*DESCRIPTION OF THE TASK*. Below are the entries to work from; restate word for word the portion that opens with the line containing "font-size:46px; font-weight:700; line-height:52px" and closes with the line containing "padding:7px; border-radius:50%; background:var(--accent);", keeping both.

== Segment start ==

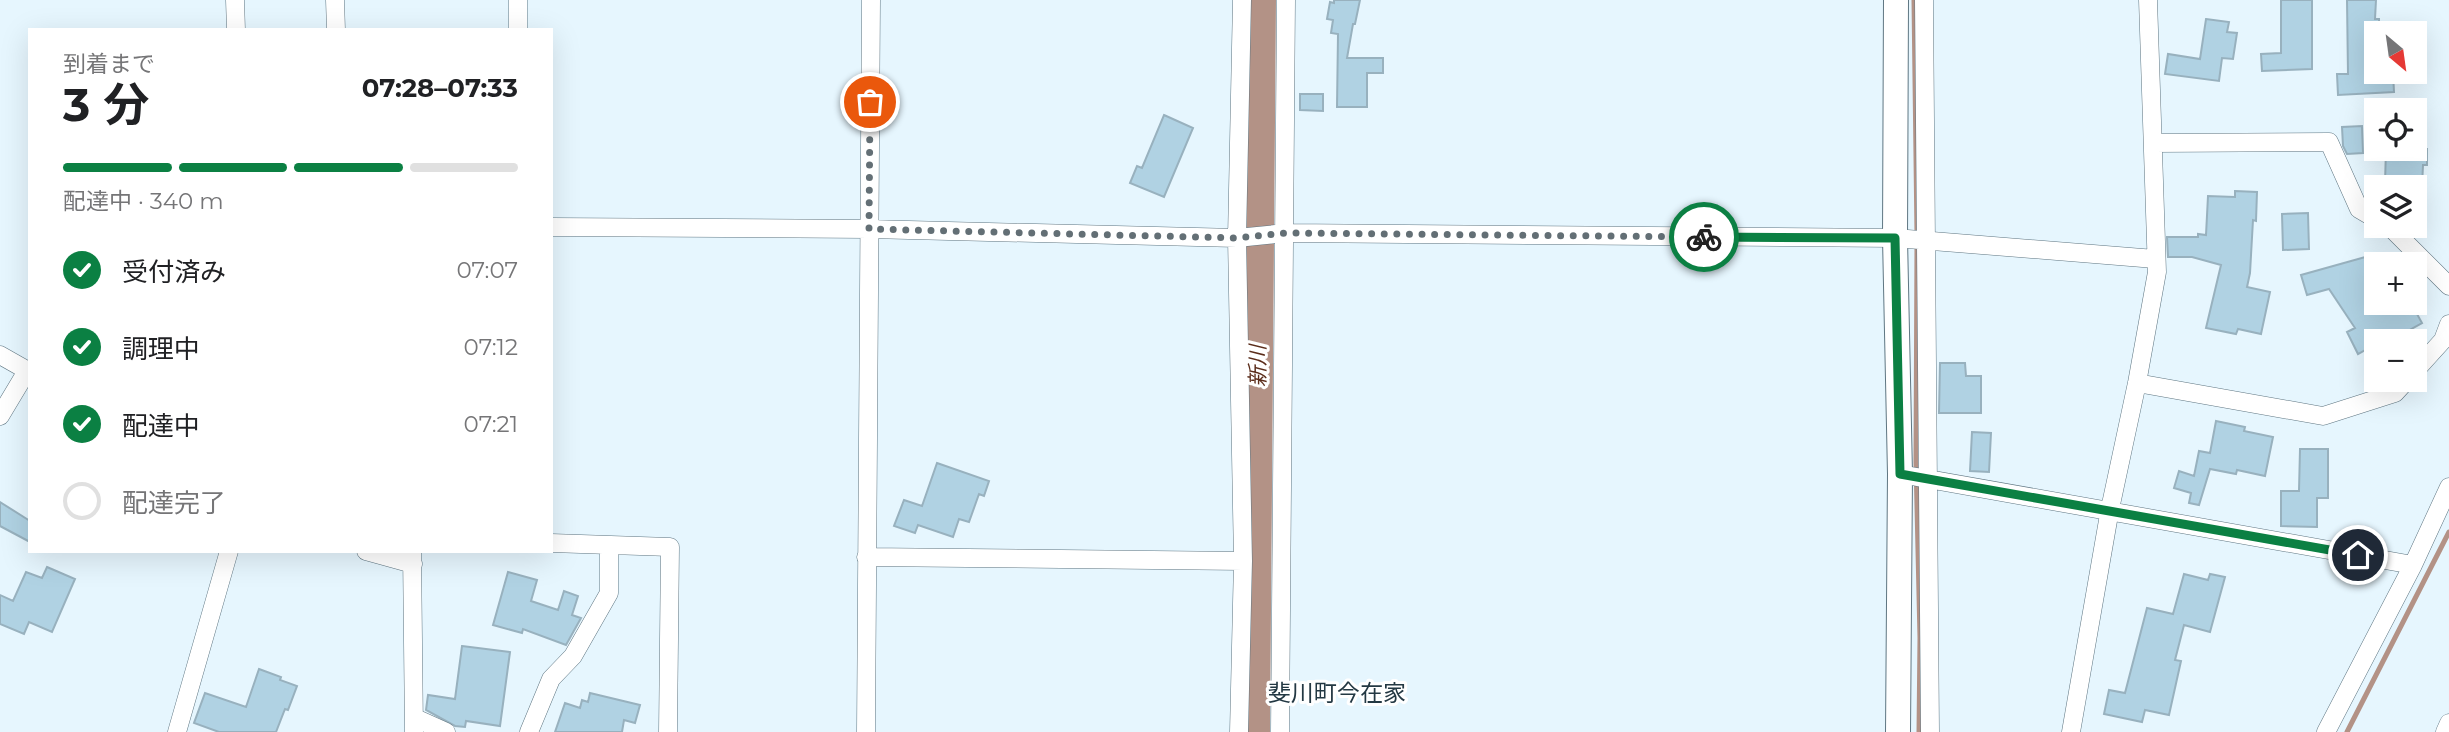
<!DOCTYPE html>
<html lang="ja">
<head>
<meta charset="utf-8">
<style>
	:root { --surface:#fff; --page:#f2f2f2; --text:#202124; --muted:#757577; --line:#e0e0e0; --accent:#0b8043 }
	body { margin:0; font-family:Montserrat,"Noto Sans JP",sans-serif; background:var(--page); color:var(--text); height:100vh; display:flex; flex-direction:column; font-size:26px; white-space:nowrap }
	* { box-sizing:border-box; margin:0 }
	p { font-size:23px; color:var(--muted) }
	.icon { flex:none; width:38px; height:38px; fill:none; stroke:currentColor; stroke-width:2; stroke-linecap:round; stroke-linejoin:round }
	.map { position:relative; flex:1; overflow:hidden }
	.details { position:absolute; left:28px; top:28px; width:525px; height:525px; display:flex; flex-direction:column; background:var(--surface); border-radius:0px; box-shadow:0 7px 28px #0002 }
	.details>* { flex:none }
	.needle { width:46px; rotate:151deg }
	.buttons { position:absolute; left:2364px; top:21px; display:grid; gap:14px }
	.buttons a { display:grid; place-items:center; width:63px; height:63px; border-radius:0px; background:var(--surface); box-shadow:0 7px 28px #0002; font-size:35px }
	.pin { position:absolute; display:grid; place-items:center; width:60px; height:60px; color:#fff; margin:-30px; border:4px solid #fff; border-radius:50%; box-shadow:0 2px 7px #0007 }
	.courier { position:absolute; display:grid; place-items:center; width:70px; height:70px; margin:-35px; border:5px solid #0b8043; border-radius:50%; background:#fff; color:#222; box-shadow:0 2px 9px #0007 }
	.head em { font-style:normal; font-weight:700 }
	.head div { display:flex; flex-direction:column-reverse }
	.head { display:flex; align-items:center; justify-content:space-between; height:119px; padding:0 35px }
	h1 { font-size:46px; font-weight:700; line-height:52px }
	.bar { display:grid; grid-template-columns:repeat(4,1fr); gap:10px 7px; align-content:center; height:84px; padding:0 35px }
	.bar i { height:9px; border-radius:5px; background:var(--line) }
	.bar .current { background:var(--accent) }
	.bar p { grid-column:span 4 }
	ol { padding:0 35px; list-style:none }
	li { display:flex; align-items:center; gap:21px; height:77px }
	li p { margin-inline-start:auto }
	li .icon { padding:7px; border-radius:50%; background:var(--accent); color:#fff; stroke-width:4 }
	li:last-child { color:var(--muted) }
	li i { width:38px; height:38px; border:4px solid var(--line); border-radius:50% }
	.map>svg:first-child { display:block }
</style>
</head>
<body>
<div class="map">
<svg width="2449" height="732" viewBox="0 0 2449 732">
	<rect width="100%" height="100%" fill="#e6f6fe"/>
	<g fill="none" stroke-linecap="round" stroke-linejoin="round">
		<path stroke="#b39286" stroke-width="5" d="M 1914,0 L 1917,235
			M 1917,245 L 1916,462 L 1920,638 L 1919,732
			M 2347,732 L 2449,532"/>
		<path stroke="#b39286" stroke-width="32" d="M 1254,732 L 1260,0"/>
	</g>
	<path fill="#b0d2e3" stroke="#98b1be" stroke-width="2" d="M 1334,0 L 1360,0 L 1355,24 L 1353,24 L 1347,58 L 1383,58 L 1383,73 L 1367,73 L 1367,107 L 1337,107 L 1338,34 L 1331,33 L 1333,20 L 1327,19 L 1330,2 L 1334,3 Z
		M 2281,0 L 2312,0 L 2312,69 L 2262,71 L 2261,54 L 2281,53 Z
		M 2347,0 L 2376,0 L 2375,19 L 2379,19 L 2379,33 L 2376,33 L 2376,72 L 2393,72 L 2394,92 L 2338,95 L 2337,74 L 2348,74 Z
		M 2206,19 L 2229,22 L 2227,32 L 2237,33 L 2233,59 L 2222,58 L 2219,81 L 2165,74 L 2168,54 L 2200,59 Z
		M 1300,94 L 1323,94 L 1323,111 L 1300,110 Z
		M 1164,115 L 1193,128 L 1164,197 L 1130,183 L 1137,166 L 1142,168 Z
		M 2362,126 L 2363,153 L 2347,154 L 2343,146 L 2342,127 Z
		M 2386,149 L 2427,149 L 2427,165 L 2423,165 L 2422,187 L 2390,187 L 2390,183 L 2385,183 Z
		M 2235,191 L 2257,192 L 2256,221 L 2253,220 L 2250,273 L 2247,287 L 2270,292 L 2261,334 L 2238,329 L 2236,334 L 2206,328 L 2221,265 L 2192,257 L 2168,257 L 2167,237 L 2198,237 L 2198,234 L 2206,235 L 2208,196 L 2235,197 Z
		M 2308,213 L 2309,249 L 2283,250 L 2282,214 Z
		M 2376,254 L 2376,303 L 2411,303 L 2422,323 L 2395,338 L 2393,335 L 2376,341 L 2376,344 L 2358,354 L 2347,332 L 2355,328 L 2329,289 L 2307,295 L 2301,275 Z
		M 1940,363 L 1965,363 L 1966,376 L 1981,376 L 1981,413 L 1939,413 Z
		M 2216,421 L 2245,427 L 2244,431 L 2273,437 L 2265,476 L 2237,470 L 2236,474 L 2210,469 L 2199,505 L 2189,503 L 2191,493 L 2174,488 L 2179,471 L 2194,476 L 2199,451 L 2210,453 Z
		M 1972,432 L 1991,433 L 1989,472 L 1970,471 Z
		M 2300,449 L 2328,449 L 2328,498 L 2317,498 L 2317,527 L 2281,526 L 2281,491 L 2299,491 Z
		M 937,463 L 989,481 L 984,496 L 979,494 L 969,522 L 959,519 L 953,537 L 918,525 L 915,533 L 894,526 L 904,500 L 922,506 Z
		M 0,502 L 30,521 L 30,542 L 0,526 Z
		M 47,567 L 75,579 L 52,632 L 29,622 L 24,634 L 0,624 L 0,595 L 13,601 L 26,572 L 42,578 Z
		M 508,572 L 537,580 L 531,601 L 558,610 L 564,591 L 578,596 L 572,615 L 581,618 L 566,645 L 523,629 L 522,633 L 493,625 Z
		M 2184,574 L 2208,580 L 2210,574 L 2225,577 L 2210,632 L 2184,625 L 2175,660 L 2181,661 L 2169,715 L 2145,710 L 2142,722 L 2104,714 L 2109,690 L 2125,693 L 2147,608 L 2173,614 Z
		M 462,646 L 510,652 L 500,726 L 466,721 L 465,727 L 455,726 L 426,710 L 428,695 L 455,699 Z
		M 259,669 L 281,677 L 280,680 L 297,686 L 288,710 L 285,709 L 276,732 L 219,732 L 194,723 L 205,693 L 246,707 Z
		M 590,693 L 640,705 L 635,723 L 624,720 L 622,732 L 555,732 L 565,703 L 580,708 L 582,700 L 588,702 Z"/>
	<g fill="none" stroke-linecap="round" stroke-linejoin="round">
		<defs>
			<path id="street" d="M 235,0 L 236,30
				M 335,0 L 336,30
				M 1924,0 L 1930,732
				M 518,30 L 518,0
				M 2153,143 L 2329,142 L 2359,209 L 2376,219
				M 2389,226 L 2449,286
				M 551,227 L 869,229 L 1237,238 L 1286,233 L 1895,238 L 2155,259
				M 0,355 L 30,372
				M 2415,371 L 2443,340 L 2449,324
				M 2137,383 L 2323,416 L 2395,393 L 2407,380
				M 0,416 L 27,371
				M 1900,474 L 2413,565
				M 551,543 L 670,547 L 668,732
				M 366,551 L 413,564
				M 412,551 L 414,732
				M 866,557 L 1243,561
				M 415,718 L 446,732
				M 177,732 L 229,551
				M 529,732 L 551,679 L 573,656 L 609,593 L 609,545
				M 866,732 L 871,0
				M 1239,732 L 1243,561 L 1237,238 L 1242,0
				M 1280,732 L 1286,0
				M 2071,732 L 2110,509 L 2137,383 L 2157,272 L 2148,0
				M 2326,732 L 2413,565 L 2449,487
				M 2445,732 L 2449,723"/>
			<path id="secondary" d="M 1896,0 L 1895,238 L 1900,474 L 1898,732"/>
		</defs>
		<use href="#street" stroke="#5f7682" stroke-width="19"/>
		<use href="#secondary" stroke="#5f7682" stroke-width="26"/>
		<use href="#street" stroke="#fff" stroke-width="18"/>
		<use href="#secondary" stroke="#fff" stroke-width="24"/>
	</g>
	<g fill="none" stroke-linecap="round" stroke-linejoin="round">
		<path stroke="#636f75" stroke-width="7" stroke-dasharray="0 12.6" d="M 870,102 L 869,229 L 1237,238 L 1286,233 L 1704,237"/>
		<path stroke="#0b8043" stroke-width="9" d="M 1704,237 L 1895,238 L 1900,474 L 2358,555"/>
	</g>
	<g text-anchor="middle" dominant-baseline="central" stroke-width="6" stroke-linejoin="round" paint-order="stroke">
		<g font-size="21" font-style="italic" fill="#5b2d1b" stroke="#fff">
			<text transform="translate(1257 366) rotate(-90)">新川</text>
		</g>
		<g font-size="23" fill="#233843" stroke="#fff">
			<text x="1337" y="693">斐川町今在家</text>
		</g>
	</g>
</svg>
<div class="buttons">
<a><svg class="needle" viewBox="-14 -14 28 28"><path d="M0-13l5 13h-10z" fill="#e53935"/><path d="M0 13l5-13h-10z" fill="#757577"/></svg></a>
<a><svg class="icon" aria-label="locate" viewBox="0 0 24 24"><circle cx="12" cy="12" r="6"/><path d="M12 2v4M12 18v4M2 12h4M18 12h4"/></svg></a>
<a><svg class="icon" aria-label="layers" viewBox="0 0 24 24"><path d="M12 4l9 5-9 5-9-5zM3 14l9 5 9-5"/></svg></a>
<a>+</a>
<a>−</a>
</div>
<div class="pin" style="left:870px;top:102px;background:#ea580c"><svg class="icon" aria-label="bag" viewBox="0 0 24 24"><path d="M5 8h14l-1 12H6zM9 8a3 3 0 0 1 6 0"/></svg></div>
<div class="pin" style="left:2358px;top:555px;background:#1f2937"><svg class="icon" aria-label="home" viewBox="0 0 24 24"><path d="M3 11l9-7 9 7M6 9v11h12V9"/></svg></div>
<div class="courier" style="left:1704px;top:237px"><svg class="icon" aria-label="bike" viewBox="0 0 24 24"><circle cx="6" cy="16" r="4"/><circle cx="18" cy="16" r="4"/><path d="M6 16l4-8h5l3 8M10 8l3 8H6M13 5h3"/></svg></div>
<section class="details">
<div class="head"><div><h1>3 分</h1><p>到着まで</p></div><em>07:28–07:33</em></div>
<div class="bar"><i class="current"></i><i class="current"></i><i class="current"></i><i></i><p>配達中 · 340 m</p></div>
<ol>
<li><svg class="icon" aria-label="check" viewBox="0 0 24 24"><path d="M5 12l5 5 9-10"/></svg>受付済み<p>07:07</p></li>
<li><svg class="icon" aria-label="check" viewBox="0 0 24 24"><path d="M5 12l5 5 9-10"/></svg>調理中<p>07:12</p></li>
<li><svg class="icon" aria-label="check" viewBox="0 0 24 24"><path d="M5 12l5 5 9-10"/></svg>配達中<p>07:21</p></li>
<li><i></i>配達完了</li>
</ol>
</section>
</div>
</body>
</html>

== Segment end ==

*COMPLETED TASK*.
	h1 { font-size:46px; font-weight:700; line-height:52px }
	.bar { display:grid; grid-template-columns:repeat(4,1fr); gap:10px 7px; align-content:center; height:84px; padding:0 35px }
	.bar i { height:9px; border-radius:5px; background:var(--line) }
	.bar .current { background:var(--accent) }
	.bar p { grid-column:span 4 }
	ol { padding:0 35px; list-style:none }
	li { display:flex; align-items:center; gap:21px; height:77px }
	li p { margin-inline-start:auto }
	li .icon { padding:7px; border-radius:50%; background:var(--accent); color:#fff; stroke-width:4 }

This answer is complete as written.